(Records from a data collection)
•••••
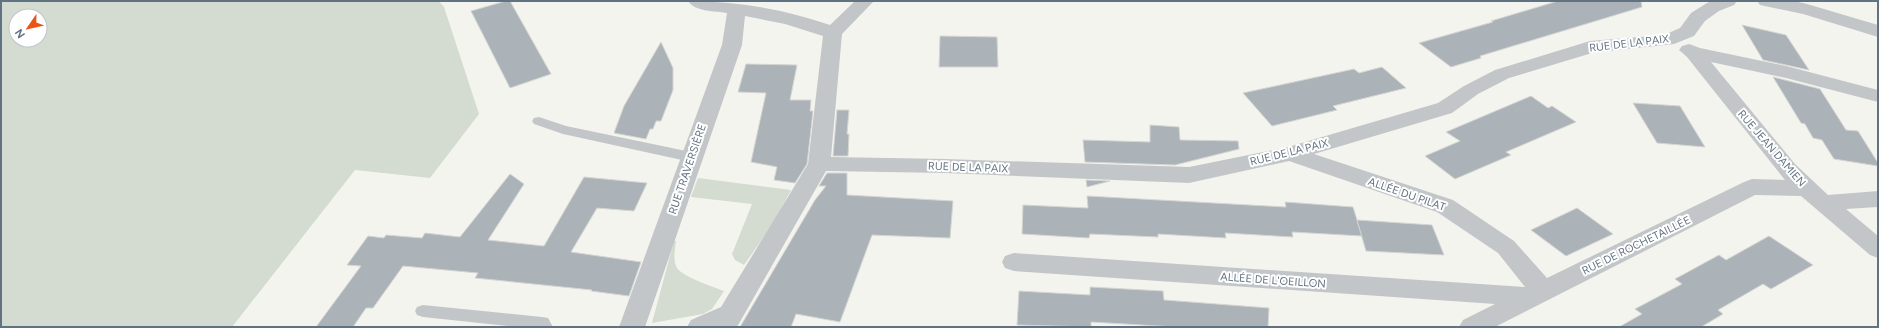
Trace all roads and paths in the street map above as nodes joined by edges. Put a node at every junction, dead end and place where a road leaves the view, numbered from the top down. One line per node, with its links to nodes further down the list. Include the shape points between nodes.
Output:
1 (697, 1): 5 (street)
2 (865, 1): 7 (street)
3 (1728, 1): 8 (street, RUE DE LA PAIX, via 1698,17 1687,32)
4 (1766, 1): 6 (street, via 1807,9)
5 (737, 10): 7 (street, via 781,16 809,23); 13 (street, RUE TRAVERSIÈRE, via 732,45)
6 (1878, 31)
7 (833, 33): 14 (street)
8 (1667, 40): 9 (street, RUE JEAN DAMIEN); 12 (street, RUE DE LA PAIX, via 1590,47 1502,74 1471,90 1445,108)
9 (1694, 53): 10 (street, RUE JEAN DAMIEN, via 1746,62); 15 (street, RUE JEAN DAMIEN, via 1764,143)
10 (1878, 96)
11 (539, 121): 13 (lane, via 563,130)
12 (1290, 154): 14 (street, RUE DE LA PAIX, via 1189,175); 19 (street, ALLÉE DU PILAT, via 1445,206 1506,247)
13 (691, 157): 23 (street, RUE TRAVERSIÈRE)
14 (819, 164): 21 (street)
15 (1814, 195): 16 (street, RUE DE ROCHETAILLÉE); 17 (street, RUE JEAN DAMIEN); 19 (street, RUE DE ROCHETAILLÉE, via 1752,187)
16 (1878, 200)
17 (1878, 250)
18 (1014, 262): 19 (street, ALLÉE DE L'OEILLON)
19 (1537, 294): 25 (street, RUE DE ROCHETAILLÉE)
20 (423, 311): 22 (lane, via 542,323)
21 (727, 320): 24 (street)
22 (545, 327)
23 (632, 327)
24 (700, 327)
25 (1472, 327)

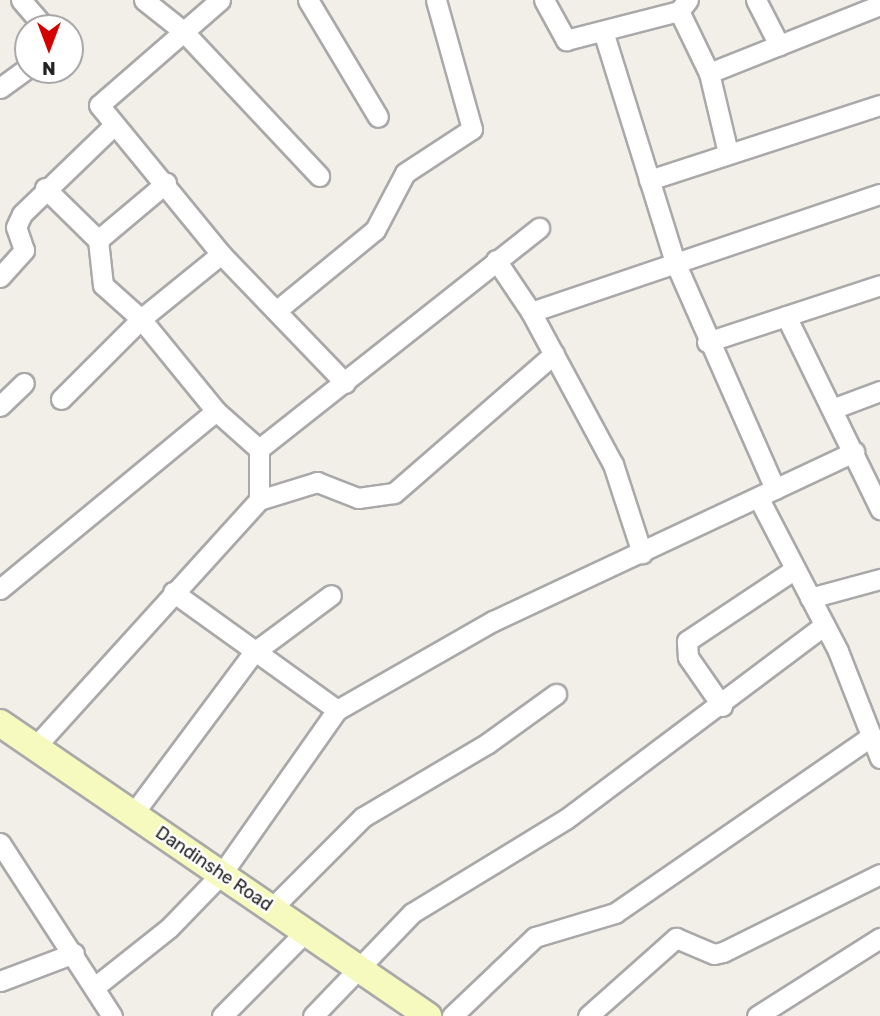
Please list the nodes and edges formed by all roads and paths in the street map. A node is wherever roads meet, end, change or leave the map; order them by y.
1 (21, 0) edge
2 (144, 0) edge
3 (220, 0) edge
4 (308, 0) edge
5 (436, 0) edge
6 (544, 0) edge
7 (757, 0) edge
8 (683, 5) edge
9 (878, 5) edge
10 (33, 14) edge
11 (603, 31) junction
12 (183, 32) junction
13 (779, 45) junction
14 (709, 73) junction
15 (880, 105) edge
16 (378, 117) dead end
17 (113, 126) junction
18 (728, 153) junction
19 (319, 176) dead end
20 (649, 180) junction
21 (166, 183) junction
22 (45, 188) junction
23 (880, 194) edge
24 (539, 228) dead end
25 (98, 240) junction
26 (221, 254) junction
27 (496, 260) junction
28 (676, 262) junction
29 (0, 277) edge
30 (880, 285) edge
31 (276, 311) junction
32 (531, 312) junction
33 (786, 316) junction
34 (141, 319) junction
35 (708, 342) junction
36 (554, 354) junction
37 (24, 383) dead end
38 (345, 383) junction
39 (877, 398) edge
40 (61, 399) dead end
41 (0, 405) edge
42 (832, 409) junction
43 (216, 411) junction
44 (259, 449) junction
45 (854, 452) junction
46 (767, 494) junction
47 (259, 500) junction
48 (880, 509) edge
49 (642, 553) junction
50 (794, 569) junction
51 (880, 579) edge
52 (0, 589) edge
53 (173, 592) junction
54 (331, 595) dead end
55 (810, 597) junction
56 (824, 625) junction
57 (253, 653) junction
58 (556, 694) dead end
59 (722, 706) junction
60 (337, 710) junction
61 (0, 723) edge
62 (872, 736) junction
63 (35, 747) junction
64 (880, 758) edge
65 (133, 814) junction
66 (0, 844) edge
67 (6, 863) edge
68 (223, 872) junction
69 (880, 874) edge
70 (271, 909) junction
71 (306, 931) junction
72 (880, 938) edge
73 (74, 953) junction
74 (356, 966) junction
75 (0, 981) edge
76 (96, 986) junction
77 (112, 1016) edge
78 (222, 1016) edge
79 (313, 1016) edge
80 (428, 1016) edge
81 (452, 1016) edge
82 (588, 1016) edge
83 (757, 1016) edge

1 - 10 street
2 - 12 street
3 - 12 street
4 - 16 street
5 - 31 street
6 - 11 street
7 - 13 street
8 - 11 street
8 - 14 street
9 - 13 street
11 - 20 street
12 - 17 street
12 - 19 street
13 - 14 street
14 - 18 street
15 - 18 street
17 - 21 street
17 - 22 street
18 - 20 street
20 - 28 street
21 - 25 street
21 - 26 street
22 - 25 street
22 - 29 street
23 - 28 street
24 - 27 street
25 - 34 street
26 - 31 street
26 - 34 street
27 - 32 street
27 - 38 street
28 - 32 street
28 - 35 street
30 - 33 street
31 - 38 street
32 - 36 street
33 - 35 street
33 - 42 street
34 - 40 street
34 - 43 street
35 - 46 street
36 - 47 street
36 - 49 street
37 - 41 street
38 - 44 street
39 - 42 street
42 - 45 street
43 - 44 street
43 - 52 street
44 - 47 street
45 - 46 street
45 - 48 street
46 - 49 street
46 - 50 street
47 - 53 street
49 - 60 street
50 - 55 street
50 - 59 street
51 - 55 street
53 - 57 street
53 - 63 street
54 - 57 street
55 - 56 street
56 - 59 street
56 - 62 street
57 - 60 street
57 - 65 street
58 - 70 street
59 - 74 street
60 - 68 street
61 - 63 street, Dandinshe Road
62 - 64 street
62 - 81 street
63 - 65 street, Dandinshe Road
65 - 68 street, Dandinshe Road
66 - 67 street
67 - 73 street
68 - 70 street, Dandinshe Road
68 - 76 street
69 - 82 street
70 - 71 street, Dandinshe Road
71 - 74 street, Dandinshe Road
71 - 78 street
72 - 83 street
73 - 75 street
73 - 76 street
74 - 79 street
74 - 80 street, Dandinshe Road
76 - 77 street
•••••
- [The problem]:
The entries above are to be repeated exactly, except for any pictures.

- [Response to this exercise]:
Trace all roads and paths in the street map above as nodes joined by edges. Put a node at every junction, dead end and place where a road leaves the view, numbered from the top down. One line per node, with its links to nodes further down the list. Include the shape points between nodes.
Output:
1 (697, 1): 5 (street)
2 (865, 1): 7 (street)
3 (1728, 1): 8 (street, RUE DE LA PAIX, via 1698,17 1687,32)
4 (1766, 1): 6 (street, via 1807,9)
5 (737, 10): 7 (street, via 781,16 809,23); 13 (street, RUE TRAVERSIÈRE, via 732,45)
6 (1878, 31)
7 (833, 33): 14 (street)
8 (1667, 40): 9 (street, RUE JEAN DAMIEN); 12 (street, RUE DE LA PAIX, via 1590,47 1502,74 1471,90 1445,108)
9 (1694, 53): 10 (street, RUE JEAN DAMIEN, via 1746,62); 15 (street, RUE JEAN DAMIEN, via 1764,143)
10 (1878, 96)
11 (539, 121): 13 (lane, via 563,130)
12 (1290, 154): 14 (street, RUE DE LA PAIX, via 1189,175); 19 (street, ALLÉE DU PILAT, via 1445,206 1506,247)
13 (691, 157): 23 (street, RUE TRAVERSIÈRE)
14 (819, 164): 21 (street)
15 (1814, 195): 16 (street, RUE DE ROCHETAILLÉE); 17 (street, RUE JEAN DAMIEN); 19 (street, RUE DE ROCHETAILLÉE, via 1752,187)
16 (1878, 200)
17 (1878, 250)
18 (1014, 262): 19 (street, ALLÉE DE L'OEILLON)
19 (1537, 294): 25 (street, RUE DE ROCHETAILLÉE)
20 (423, 311): 22 (lane, via 542,323)
21 (727, 320): 24 (street)
22 (545, 327)
23 (632, 327)
24 (700, 327)
25 (1472, 327)

Please list the nodes and edges formed by all roads and paths in the street map. A node is wherever roads meet, end, change or leave the map; order them by y.
1 (21, 0) edge
2 (144, 0) edge
3 (220, 0) edge
4 (308, 0) edge
5 (436, 0) edge
6 (544, 0) edge
7 (757, 0) edge
8 (683, 5) edge
9 (878, 5) edge
10 (33, 14) edge
11 (603, 31) junction
12 (183, 32) junction
13 (779, 45) junction
14 (709, 73) junction
15 (880, 105) edge
16 (378, 117) dead end
17 (113, 126) junction
18 (728, 153) junction
19 (319, 176) dead end
20 (649, 180) junction
21 (166, 183) junction
22 (45, 188) junction
23 (880, 194) edge
24 (539, 228) dead end
25 (98, 240) junction
26 (221, 254) junction
27 (496, 260) junction
28 (676, 262) junction
29 (0, 277) edge
30 (880, 285) edge
31 (276, 311) junction
32 (531, 312) junction
33 (786, 316) junction
34 (141, 319) junction
35 (708, 342) junction
36 (554, 354) junction
37 (24, 383) dead end
38 (345, 383) junction
39 (877, 398) edge
40 (61, 399) dead end
41 (0, 405) edge
42 (832, 409) junction
43 (216, 411) junction
44 (259, 449) junction
45 (854, 452) junction
46 (767, 494) junction
47 (259, 500) junction
48 (880, 509) edge
49 (642, 553) junction
50 (794, 569) junction
51 (880, 579) edge
52 (0, 589) edge
53 (173, 592) junction
54 (331, 595) dead end
55 (810, 597) junction
56 (824, 625) junction
57 (253, 653) junction
58 (556, 694) dead end
59 (722, 706) junction
60 (337, 710) junction
61 (0, 723) edge
62 (872, 736) junction
63 (35, 747) junction
64 (880, 758) edge
65 (133, 814) junction
66 (0, 844) edge
67 (6, 863) edge
68 (223, 872) junction
69 (880, 874) edge
70 (271, 909) junction
71 (306, 931) junction
72 (880, 938) edge
73 (74, 953) junction
74 (356, 966) junction
75 (0, 981) edge
76 (96, 986) junction
77 (112, 1016) edge
78 (222, 1016) edge
79 (313, 1016) edge
80 (428, 1016) edge
81 (452, 1016) edge
82 (588, 1016) edge
83 (757, 1016) edge

1 - 10 street
2 - 12 street
3 - 12 street
4 - 16 street
5 - 31 street
6 - 11 street
7 - 13 street
8 - 11 street
8 - 14 street
9 - 13 street
11 - 20 street
12 - 17 street
12 - 19 street
13 - 14 street
14 - 18 street
15 - 18 street
17 - 21 street
17 - 22 street
18 - 20 street
20 - 28 street
21 - 25 street
21 - 26 street
22 - 25 street
22 - 29 street
23 - 28 street
24 - 27 street
25 - 34 street
26 - 31 street
26 - 34 street
27 - 32 street
27 - 38 street
28 - 32 street
28 - 35 street
30 - 33 street
31 - 38 street
32 - 36 street
33 - 35 street
33 - 42 street
34 - 40 street
34 - 43 street
35 - 46 street
36 - 47 street
36 - 49 street
37 - 41 street
38 - 44 street
39 - 42 street
42 - 45 street
43 - 44 street
43 - 52 street
44 - 47 street
45 - 46 street
45 - 48 street
46 - 49 street
46 - 50 street
47 - 53 street
49 - 60 street
50 - 55 street
50 - 59 street
51 - 55 street
53 - 57 street
53 - 63 street
54 - 57 street
55 - 56 street
56 - 59 street
56 - 62 street
57 - 60 street
57 - 65 street
58 - 70 street
59 - 74 street
60 - 68 street
61 - 63 street, Dandinshe Road
62 - 64 street
62 - 81 street
63 - 65 street, Dandinshe Road
65 - 68 street, Dandinshe Road
66 - 67 street
67 - 73 street
68 - 70 street, Dandinshe Road
68 - 76 street
69 - 82 street
70 - 71 street, Dandinshe Road
71 - 74 street, Dandinshe Road
71 - 78 street
72 - 83 street
73 - 75 street
73 - 76 street
74 - 79 street
74 - 80 street, Dandinshe Road
76 - 77 street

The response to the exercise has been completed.